- Data for this task -

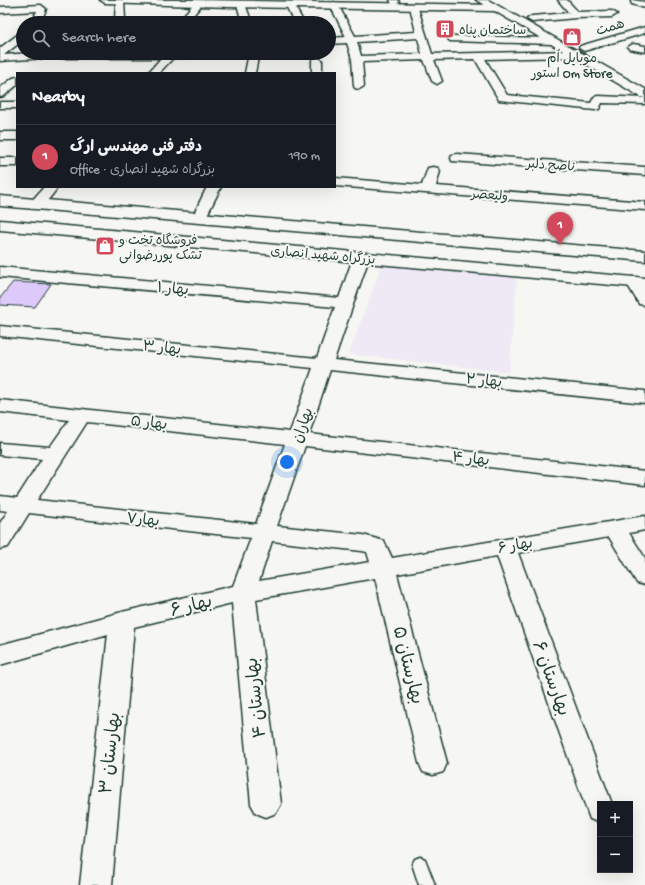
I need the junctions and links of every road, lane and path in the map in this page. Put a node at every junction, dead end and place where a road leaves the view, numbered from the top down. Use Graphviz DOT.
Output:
graph roads {
  1 [pos="105,0"];
  2 [pos="562,0"];
  3 [pos="120,1"];
  4 [pos="395,1"];
  5 [pos="200,2"];
  6 [pos="241,2"];
  7 [pos="332,2"];
  8 [pos="635,2"];
  9 [pos="490,3"];
  10 [pos="290,5"];
  11 [pos="453,5"];
  12 [pos="645,5"];
  13 [pos="414,7"];
  14 [pos="0,10"];
  15 [pos="612,14"];
  16 [pos="40,15"];
  17 [pos="576,15"];
  18 [pos="120,16"];
  19 [pos="188,16"];
  20 [pos="245,16"];
  21 [pos="295,16"];
  22 [pos="532,19"];
  23 [pos="645,30"];
  24 [pos="421,35"];
  25 [pos="623,36"];
  26 [pos="352,38"];
  27 [pos="453,39"];
  28 [pos="645,39"];
  29 [pos="16,40"];
  30 [pos="336,40"];
  31 [pos="552,41"];
  32 [pos="633,47"];
  33 [pos="584,48"];
  34 [pos="645,49"];
  35 [pos="0,53"];
  36 [pos="573,54"];
  37 [pos="478,56"];
  38 [pos="16,57"];
  39 [pos="428,57"];
  40 [pos="0,58"];
  41 [pos="357,59"];
  42 [pos="163,60"];
  43 [pos="253,60"];
  44 [pos="317,60"];
  45 [pos="154,72"];
  46 [pos="250,72"];
  47 [pos="317,72"];
  48 [pos="437,80"];
  49 [pos="16,81"];
  50 [pos="645,82"];
  51 [pos="359,86"];
  52 [pos="0,94"];
  53 [pos="645,94"];
  54 [pos="645,101"];
  55 [pos="0,105"];
  56 [pos="16,105"];
  57 [pos="0,136"];
  58 [pos="16,136"];
  59 [pos="457,158"];
  60 [pos="0,162"];
  61 [pos="16,162"];
  62 [pos="433,171"];
  63 [pos="645,171"];
  64 [pos="336,182"];
  65 [pos="50,188"];
  66 [pos="214,188"];
  67 [pos="428,189"];
  68 [pos="0,200"];
  69 [pos="36,204"];
  70 [pos="645,206"];
  71 [pos="199,218"];
  72 [pos="0,225"];
  73 [pos="412,236"];
  74 [pos="645,256"];
  75 [pos="361,258"];
  76 [pos="0,272"];
  77 [pos="558,275"];
  78 [pos="640,283"];
  79 [pos="645,300"];
  80 [pos="345,304"];
  81 [pos="0,331"];
  82 [pos="324,363"];
  83 [pos="645,397"];
  84 [pos="0,406"];
  85 [pos="82,415"];
  86 [pos="297,439"];
  87 [pos="0,449"];
  88 [pos="55,454"];
  89 [pos="645,478"];
  90 [pos="0,503"];
  91 [pos="22,506"];
  92 [pos="645,523"];
  93 [pos="615,528"];
  94 [pos="264,532"];
  95 [pos="0,541"];
  96 [pos="505,547"];
  97 [pos="384,568"];
  98 [pos="645,577"];
  99 [pos="243,592"];
  100 [pos="122,622"];
  101 [pos="0,655"];
  102 [pos="433,763"];
  103 [pos="597,802"];
  104 [pos="266,804"];
  105 [pos="420,864"];
  106 [pos="96,885"];
  107 [pos="427,885"];
  1 -- 3 [label="main road"];
  2 -- 17 [label="street"];
  3 -- 5 [label="main road"];
  3 -- 18 [label="street"];
  4 -- 7 [label="main road"];
  4 -- 11 [label="main road"];
  5 -- 6 [label="main road"];
  5 -- 19 [label="street"];
  6 -- 7 [label="main road"];
  6 -- 10 [label="main road"];
  6 -- 20 [label="street"];
  7 -- 10 [label="main road"];
  7 -- 13 [label="main road"];
  7 -- 26 [label="street"];
  8 -- 12 [label="street"];
  9 -- 11 [label="main road"];
  9 -- 22 [label="main road"];
  9 -- 31 [label="main road"];
  10 -- 21 [label="street"];
  11 -- 13 [label="main road"];
  13 -- 24 [label="street"];
  14 -- 16 [label="street"];
  15 -- 17 [label="street"];
  17 -- 22 [label="street"];
  22 -- 33 [label="main road"];
  23 -- 25 [label="street, همت"];
  24 -- 26 [label="street"];
  24 -- 39 [label="street"];
  25 -- 28 [label="street"];
  25 -- 33 [label="street, همت"];
  26 -- 30 [label="street"];
  26 -- 41 [label="street"];
  27 -- 31 [label="street"];
  29 -- 35 [label="street"];
  31 -- 36 [label="main road"];
  32 -- 34 [label="street"];
  33 -- 36 [label="main road"];
  33 -- 50 [label="main road"];
  36 -- 37 [label="street"];
  36 -- 53 [label="main road"];
  37 -- 39 [label="street"];
  37 -- 54 [label="street"];
  38 -- 40 [label="street"];
  39 -- 41 [label="street"];
  39 -- 48 [label="street"];
  41 -- 51 [label="street"];
  42 -- 45 [label="street"];
  43 -- 46 [label="street"];
  44 -- 47 [label="street"];
  49 -- 52 [label="street"];
  55 -- 56 [label="street"];
  57 -- 58 [label="street"];
  59 -- 63 [label="street, ناصح دلبر"];
  60 -- 61 [label="street"];
  62 -- 67 [label="street"];
  64 -- 67 [label="street, ولیعصر"];
  65 -- 69 [label="street"];
  66 -- 71 [label="street"];
  67 -- 70 [label="street, ولیعصر"];
  68 -- 69 [label="main road, بزرگراه شهید انصاری"];
  69 -- 71 [label="main road, بزرگراه شهید انصاری"];
  71 -- 73 [label="main road, بزرگراه شهید انصاری"];
  72 -- 75 [label="main road, بزرگراه شهید انصاری"];
  73 -- 74 [label="main road, بزرگراه شهید انصاری"];
  73 -- 77 [label="main road"];
  75 -- 77 [label="main road, بزرگراه شهید انصاری"];
  75 -- 80 [label="street, بهاران"];
  76 -- 80 [label="street, بهار ۱"];
  77 -- 78 [label="main road, بزرگراه شهید انصاری"];
  78 -- 79 [label="main road"];
  80 -- 82 [label="street, بهاران"];
  81 -- 82 [label="street, بهار ۳"];
  82 -- 83 [label="street, بهار ۲"];
  82 -- 86 [label="street, بهاران"];
  84 -- 85 [label="street, بهار ۵"];
  85 -- 86 [label="street, بهار ۵"];
  85 -- 88 [label="street"];
  86 -- 89 [label="street, بهار ۴"];
  86 -- 94 [label="street, بهاران"];
  87 -- 88 [label="street"];
  88 -- 91 [label="street"];
  90 -- 91 [label="street, بهار۷"];
  91 -- 94 [label="street, بهار۷"];
  91 -- 95 [label="street"];
  92 -- 93 [label="street, بهار ۶"];
  93 -- 96 [label="street, بهار ۶"];
  93 -- 98 [label="street"];
  94 -- 97 [label="street"];
  94 -- 99 [label="street, بهاران"];
  96 -- 97 [label="street, بهار ۶"];
  96 -- 103 [label="street, بهارستان ۶"];
  97 -- 99 [label="street, بهار ۶"];
  97 -- 102 [label="street, بهارستان ۵"];
  99 -- 100 [label="street, بهار ۶"];
  99 -- 104 [label="street, بهارستان ۴"];
  100 -- 101 [label="street, بهار ۶"];
  100 -- 106 [label="street, بهارستان ۳"];
  105 -- 107 [label="lane"];
}
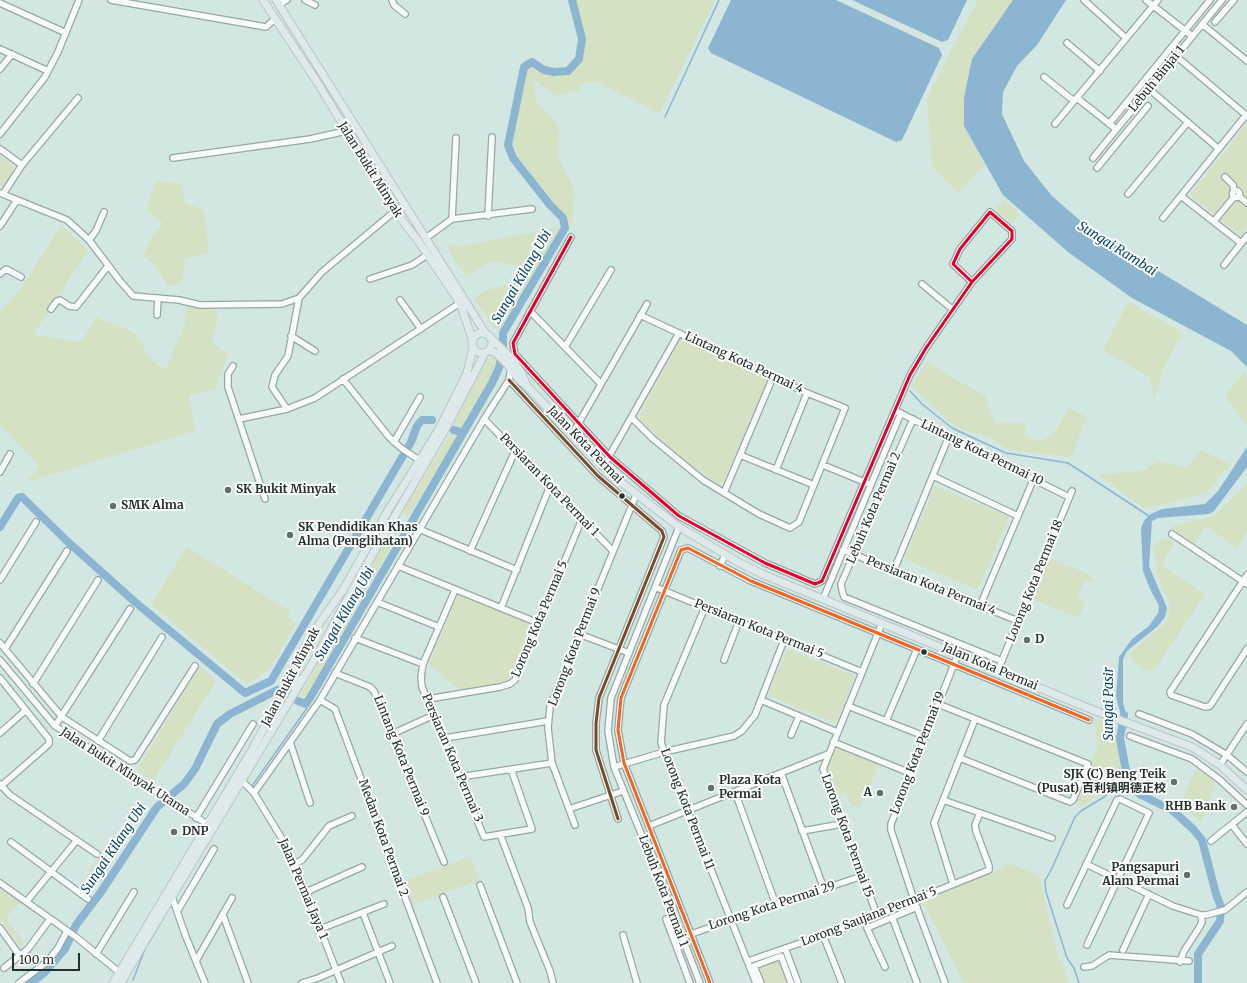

- Exercise prompt -
All lines of the listing that contain the word "شهید" should be copied out.

- Reply -
  68 -- 69 [label="main road, بزرگراه شهید انصاری"];
  69 -- 71 [label="main road, بزرگراه شهید انصاری"];
  71 -- 73 [label="main road, بزرگراه شهید انصاری"];
  72 -- 75 [label="main road, بزرگراه شهید انصاری"];
  73 -- 74 [label="main road, بزرگراه شهید انصاری"];
  75 -- 77 [label="main road, بزرگراه شهید انصاری"];
  77 -- 78 [label="main road, بزرگراه شهید انصاری"];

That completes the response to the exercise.